■ EXERCISE DETAILS ■
Working line by line, output the entries below exactly as they appear.

Saved data entries
———

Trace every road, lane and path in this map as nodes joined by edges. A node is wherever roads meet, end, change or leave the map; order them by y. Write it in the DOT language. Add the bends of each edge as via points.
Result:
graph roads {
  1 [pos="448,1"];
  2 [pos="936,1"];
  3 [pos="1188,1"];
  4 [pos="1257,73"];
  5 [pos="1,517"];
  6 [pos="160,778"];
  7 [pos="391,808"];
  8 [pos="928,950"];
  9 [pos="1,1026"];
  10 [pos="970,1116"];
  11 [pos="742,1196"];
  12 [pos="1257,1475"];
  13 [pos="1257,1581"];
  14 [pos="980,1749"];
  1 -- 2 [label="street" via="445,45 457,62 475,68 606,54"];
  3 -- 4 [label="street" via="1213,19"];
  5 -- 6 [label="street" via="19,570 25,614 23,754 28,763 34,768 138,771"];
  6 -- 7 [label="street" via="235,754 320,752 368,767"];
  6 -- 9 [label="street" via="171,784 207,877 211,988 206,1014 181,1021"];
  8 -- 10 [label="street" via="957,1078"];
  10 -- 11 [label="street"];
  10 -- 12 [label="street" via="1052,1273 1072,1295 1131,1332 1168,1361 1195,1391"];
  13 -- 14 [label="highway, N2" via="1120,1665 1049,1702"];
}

———

■ SOLVED PROBLEM ■
Trace every road, lane and path in this map as nodes joined by edges. A node is wherever roads meet, end, change or leave the map; order them by y. Write it in the DOT language. Add the bends of each edge as via points.
Result:
graph roads {
  1 [pos="448,1"];
  2 [pos="936,1"];
  3 [pos="1188,1"];
  4 [pos="1257,73"];
  5 [pos="1,517"];
  6 [pos="160,778"];
  7 [pos="391,808"];
  8 [pos="928,950"];
  9 [pos="1,1026"];
  10 [pos="970,1116"];
  11 [pos="742,1196"];
  12 [pos="1257,1475"];
  13 [pos="1257,1581"];
  14 [pos="980,1749"];
  1 -- 2 [label="street" via="445,45 457,62 475,68 606,54"];
  3 -- 4 [label="street" via="1213,19"];
  5 -- 6 [label="street" via="19,570 25,614 23,754 28,763 34,768 138,771"];
  6 -- 7 [label="street" via="235,754 320,752 368,767"];
  6 -- 9 [label="street" via="171,784 207,877 211,988 206,1014 181,1021"];
  8 -- 10 [label="street" via="957,1078"];
  10 -- 11 [label="street"];
  10 -- 12 [label="street" via="1052,1273 1072,1295 1131,1332 1168,1361 1195,1391"];
  13 -- 14 [label="highway, N2" via="1120,1665 1049,1702"];
}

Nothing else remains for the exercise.